The Investigations Division of the Richmond Police Department conducts follow-up investigative work on criminal cases forwarded from the patrol division as well as investigating major crimes and sensitive cases that are self-initiated or referred from other agencies. This division works closely with our department Evidence Technicians.
Narcotics Unit - Madison County HIDTA Drug Task Force
The Narcotics Unit is partnered with the Madison County HIDTA Drug Task Force. They enforce laws, respond to citizen complaints, serve search warrants, and handle asset forfeiture any time these duties relate to narcotics. The unit works closely with the federal Drug Enforcement Administration (DEA), Kentucky State Police, Madison County Sheriff's Office, Berea Police Department, and the federal Bureau of Alcohol, Tobacco, Firearms, and Explosives (ATF) to combat narcotics trafficking and violent crime in the community. This unit depends on the citizens of Richmond to provide information regarding possible drug trafficking activity in their neighborhoods, so be watchful and take note of how you can help keep your neighborhood safe.
Narcotic Activity Indicators
- Exchanges Of Money - Cash and packets traded through windows, mail slots, or under doorways.
- Failure To meet Responsibilities - Failure to pay utility bills or rent, failure to maintain, or general damage to, the property. Some dealers smoke or inject much of their profits, and as they get more involved in the drugs, they are more likely to ignore bills, maintenance, and housekeeping.

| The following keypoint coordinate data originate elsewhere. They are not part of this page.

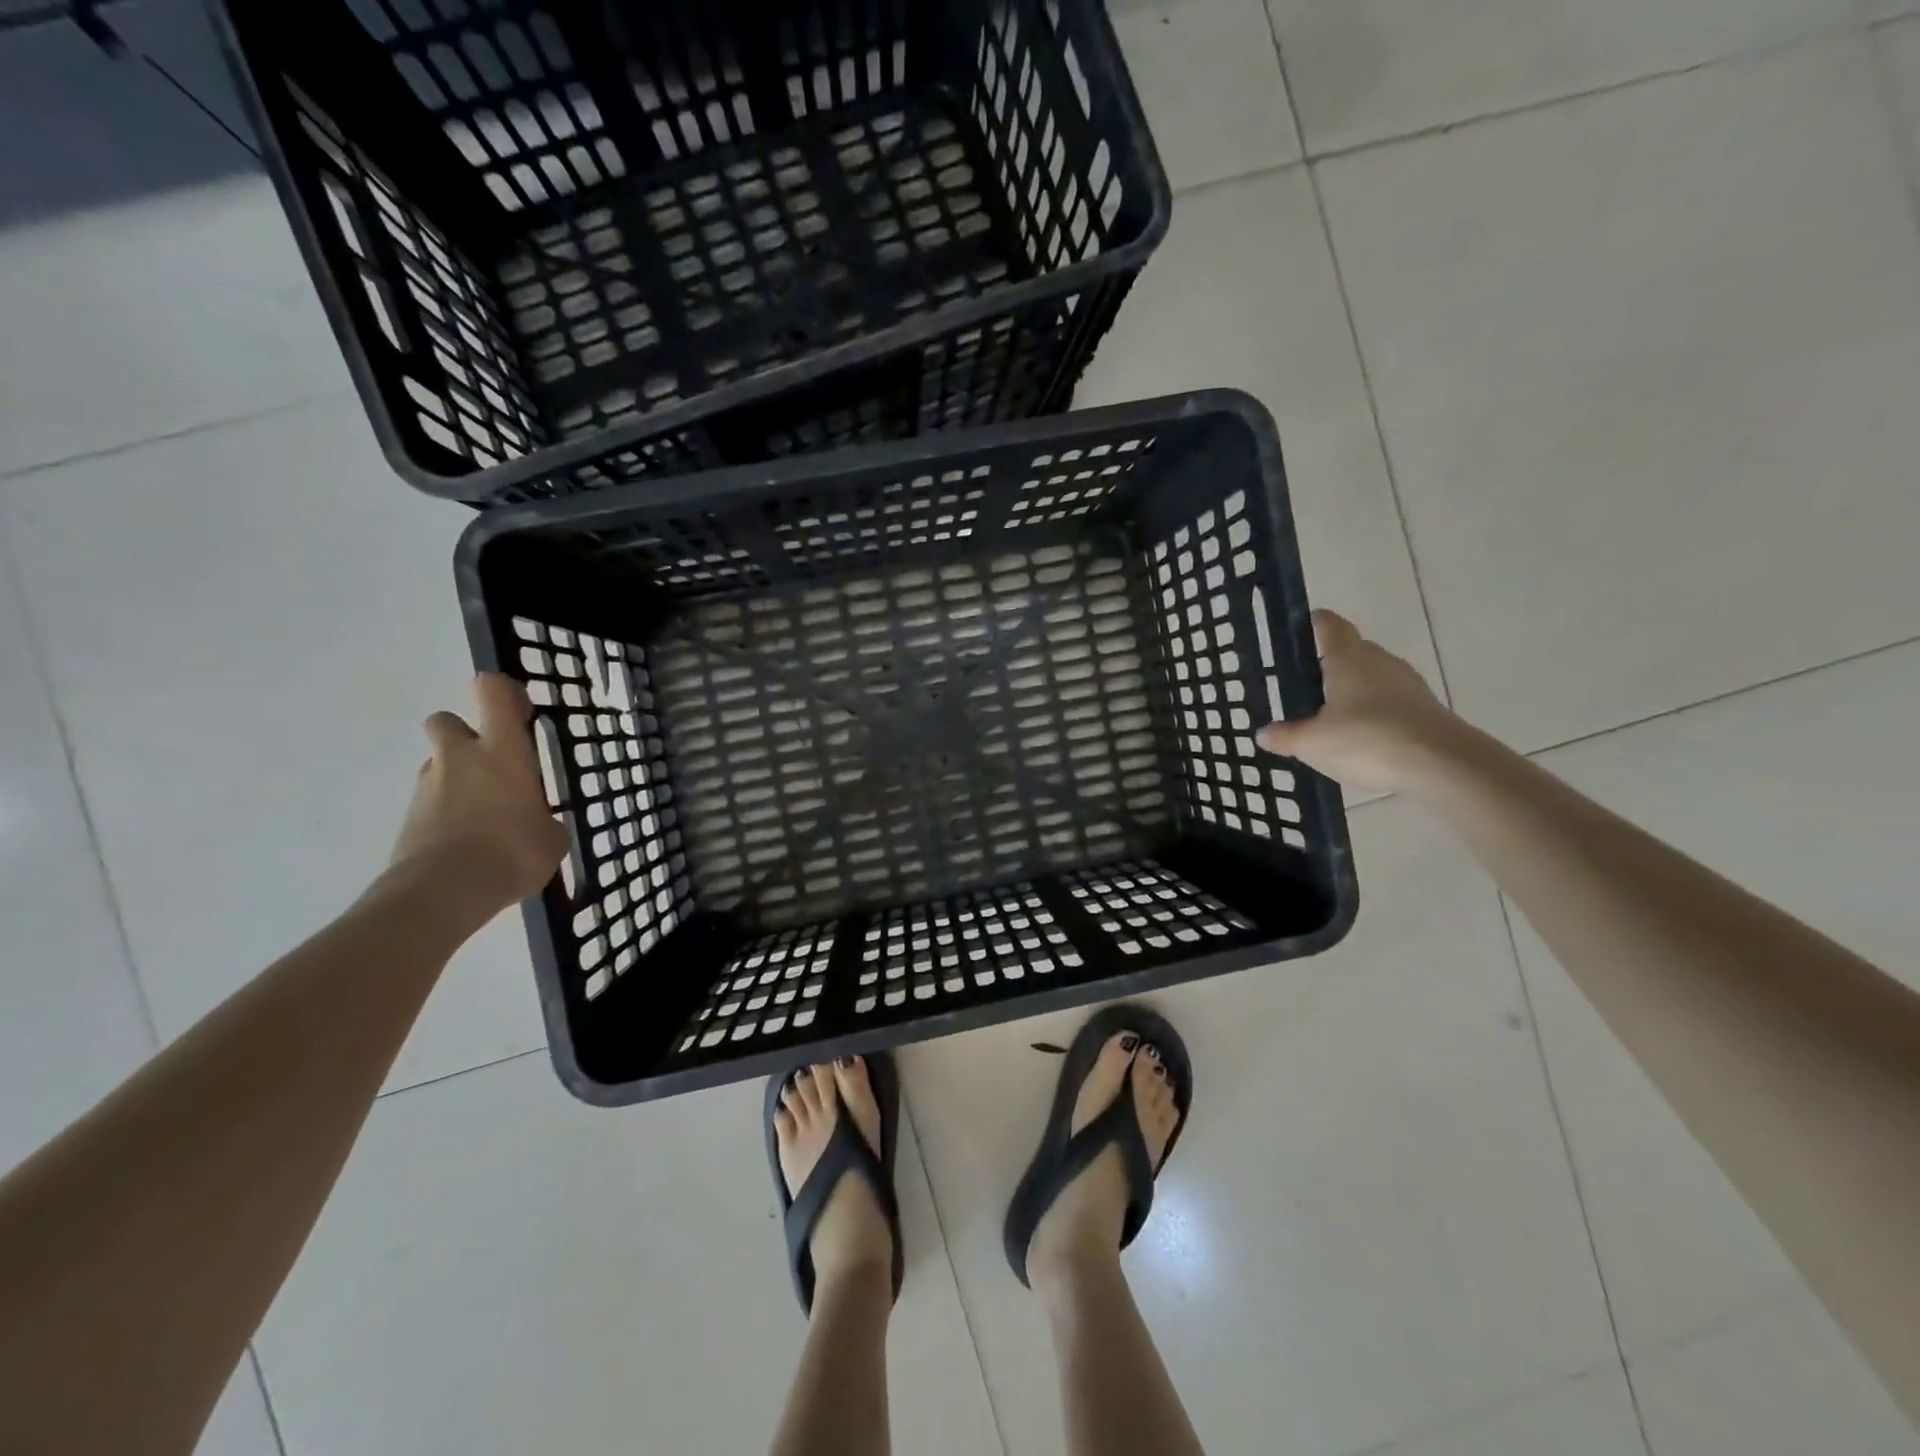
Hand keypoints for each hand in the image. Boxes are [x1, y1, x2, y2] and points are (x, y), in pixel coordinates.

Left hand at [391, 673, 567, 911]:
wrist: (443, 892)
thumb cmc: (513, 852)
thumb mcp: (552, 837)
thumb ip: (544, 819)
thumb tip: (537, 823)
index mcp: (502, 750)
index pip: (492, 691)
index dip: (504, 693)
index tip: (521, 713)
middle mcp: (460, 757)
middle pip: (447, 720)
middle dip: (465, 734)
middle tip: (492, 764)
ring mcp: (428, 786)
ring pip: (439, 764)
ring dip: (457, 777)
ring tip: (485, 814)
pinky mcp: (408, 818)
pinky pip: (431, 802)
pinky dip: (446, 813)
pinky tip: (469, 843)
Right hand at [1256, 610, 1464, 792]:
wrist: (1442, 765)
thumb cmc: (1366, 740)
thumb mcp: (1313, 743)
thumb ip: (1286, 736)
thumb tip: (1263, 733)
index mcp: (1348, 659)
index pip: (1331, 627)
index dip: (1317, 622)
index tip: (1307, 621)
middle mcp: (1380, 663)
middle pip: (1355, 650)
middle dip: (1334, 659)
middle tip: (1310, 677)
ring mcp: (1408, 685)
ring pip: (1376, 675)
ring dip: (1357, 686)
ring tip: (1334, 708)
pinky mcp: (1426, 709)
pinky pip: (1393, 700)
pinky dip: (1376, 709)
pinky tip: (1363, 733)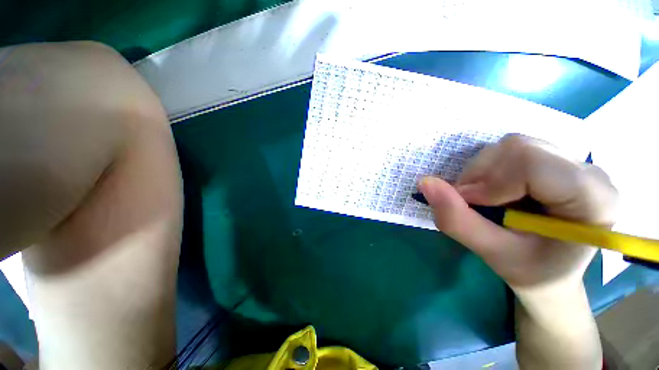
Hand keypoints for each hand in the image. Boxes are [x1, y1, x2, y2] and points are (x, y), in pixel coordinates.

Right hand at [419, 134, 616, 291]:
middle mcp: (589, 172)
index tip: (473, 205)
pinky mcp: (557, 160)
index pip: (531, 160)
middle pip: (518, 147)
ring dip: (483, 173)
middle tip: (475, 204)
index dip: (489, 180)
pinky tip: (496, 191)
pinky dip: (489, 170)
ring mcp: (574, 162)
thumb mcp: (491, 253)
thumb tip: (425, 183)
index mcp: (592, 199)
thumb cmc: (531, 270)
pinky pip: (512, 150)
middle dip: (482, 176)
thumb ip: (456, 219)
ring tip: (486, 200)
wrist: (551, 271)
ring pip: (511, 146)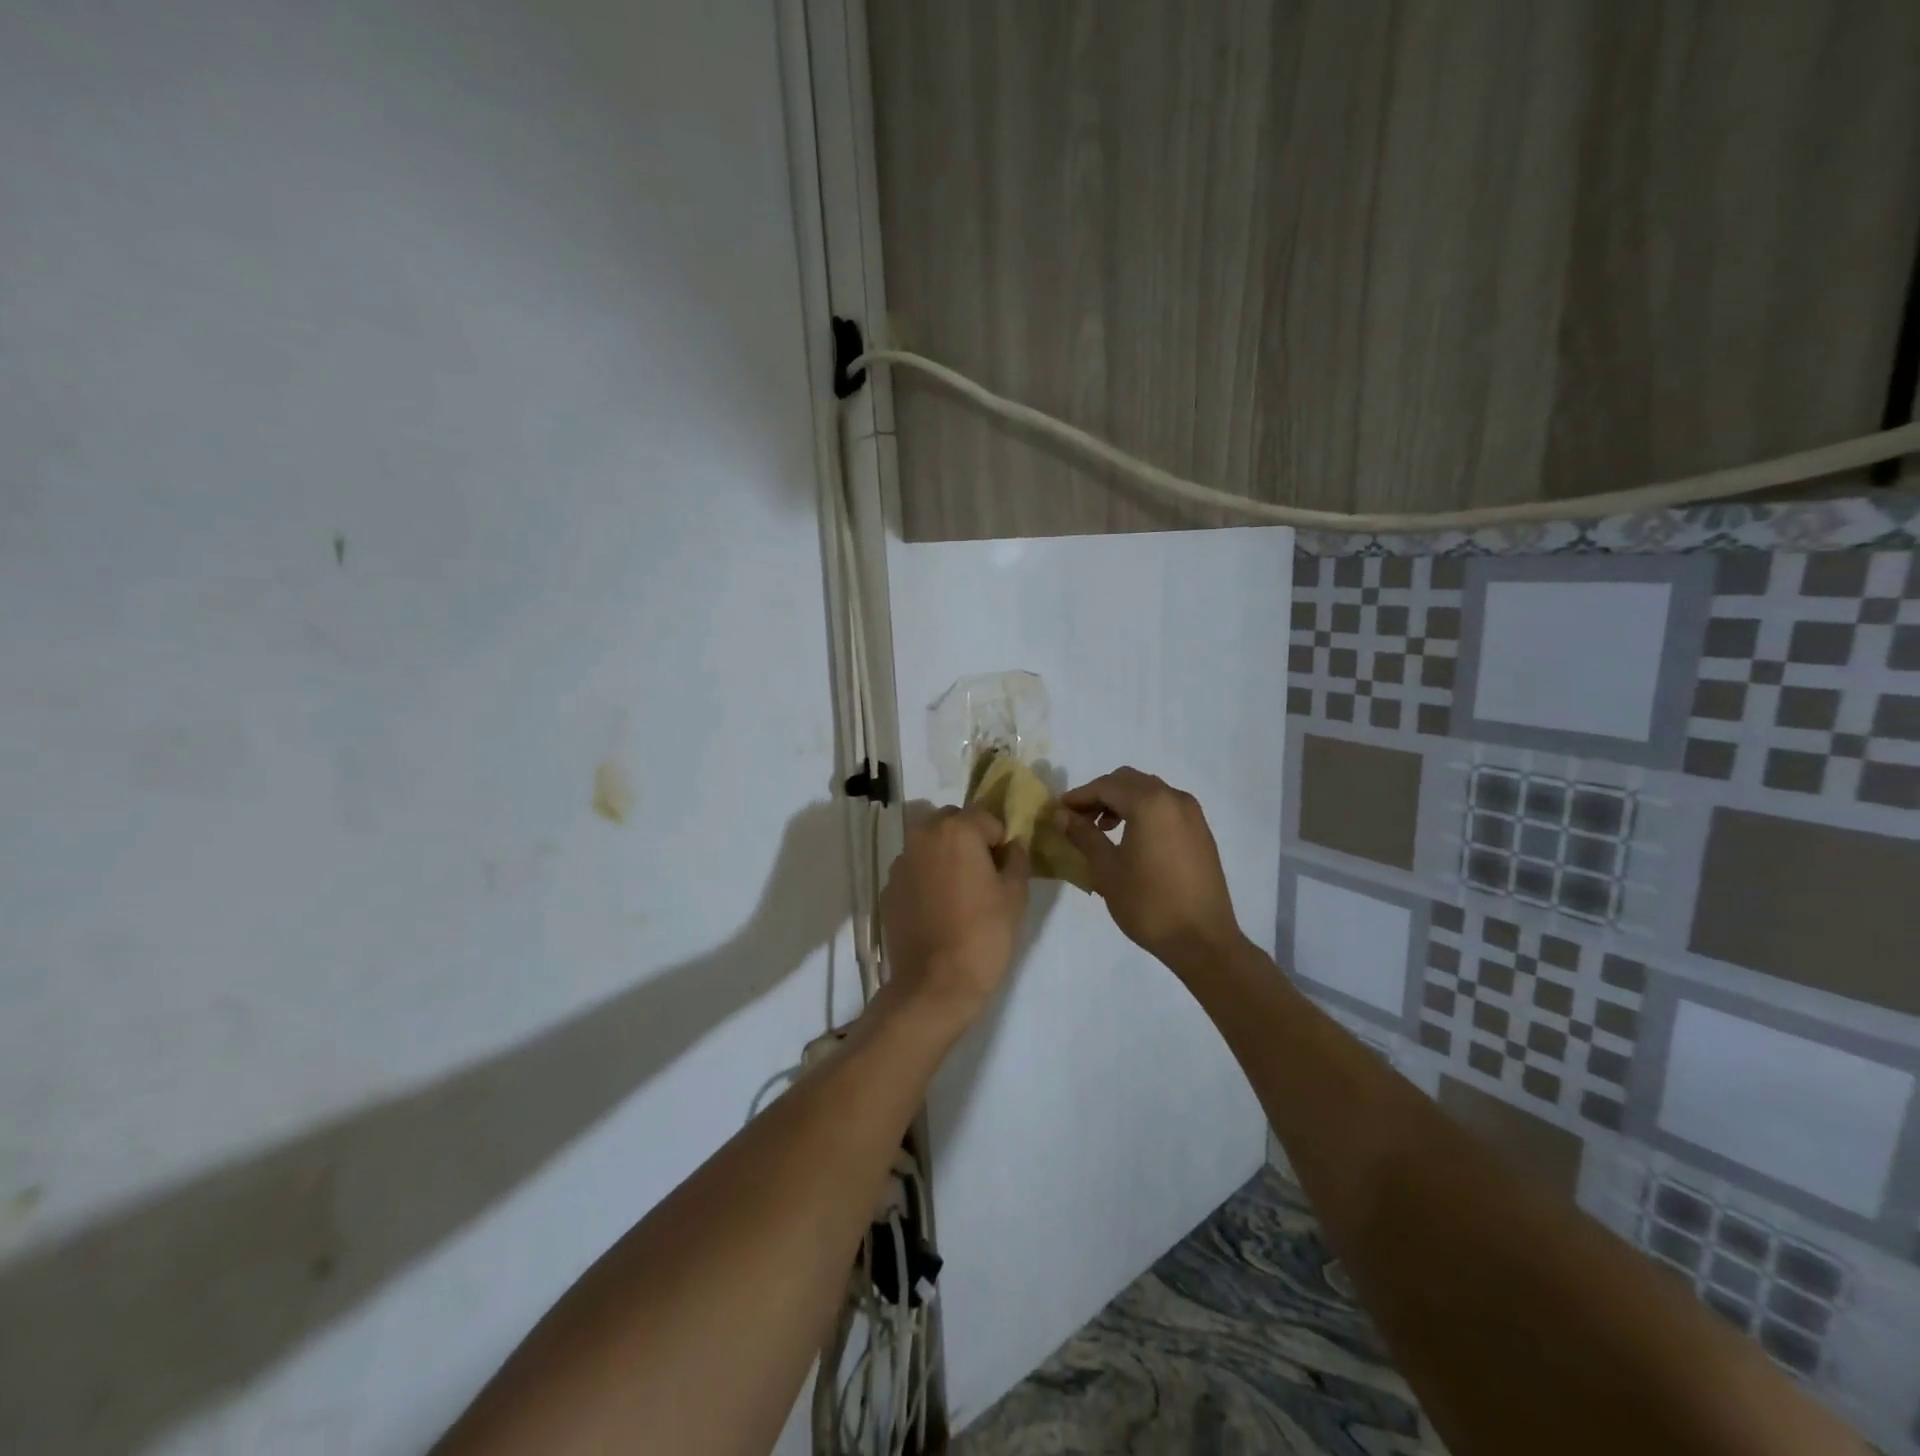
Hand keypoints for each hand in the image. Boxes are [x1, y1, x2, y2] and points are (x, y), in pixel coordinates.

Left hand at [881, 806, 1030, 1026]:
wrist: (936, 984)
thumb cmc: (984, 934)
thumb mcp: (1015, 895)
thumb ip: (1017, 859)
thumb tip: (1013, 845)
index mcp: (956, 830)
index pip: (985, 817)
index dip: (999, 839)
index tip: (1005, 866)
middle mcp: (922, 837)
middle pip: (951, 823)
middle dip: (967, 838)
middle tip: (982, 874)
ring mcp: (900, 864)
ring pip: (928, 846)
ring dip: (943, 857)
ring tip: (958, 894)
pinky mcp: (888, 890)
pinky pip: (913, 872)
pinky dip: (926, 880)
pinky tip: (937, 911)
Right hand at [1056, 767, 1242, 968]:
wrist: (1202, 940)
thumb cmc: (1148, 904)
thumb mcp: (1107, 869)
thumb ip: (1084, 835)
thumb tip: (1062, 815)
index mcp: (1150, 803)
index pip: (1106, 786)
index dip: (1079, 796)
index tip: (1059, 811)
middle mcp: (1174, 798)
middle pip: (1129, 781)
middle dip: (1101, 795)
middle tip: (1079, 819)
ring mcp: (1192, 814)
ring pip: (1149, 792)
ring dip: (1123, 802)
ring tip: (1104, 830)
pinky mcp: (1201, 832)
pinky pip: (1166, 808)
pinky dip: (1144, 812)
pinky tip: (1132, 839)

- Heavy Traffic - Cars and pedestrians stop at a home for only brief periods. Traffic may be cyclical, increasing on weekends or late at night, or minimal for a few weeks and then intense for a period of a few days-particularly paydays.
- Lack of Familiarity - Visitors appear to be acquaintances rather than friends.
- "Lookouts" - Frequently these will be younger people who tend to hang around the area during heavy traffic hours.
- Odd Car Behavior - Visitors may sit in the car for a while after leaving the residence or may leave one person in the car while the other visits. Visitors may also park around a corner or a few blocks away and approach on foot.
- People Bring "Valuables" into the Residence - Visitors regularly bring televisions, bikes, VCRs, cameras, and leave empty-handed.
- Regular Activity During Extremely Late Hours - For example, frequent commotion between midnight and 4 am on weeknights. (Both cocaine and methamphetamine are stimulants and users tend to stay up at night)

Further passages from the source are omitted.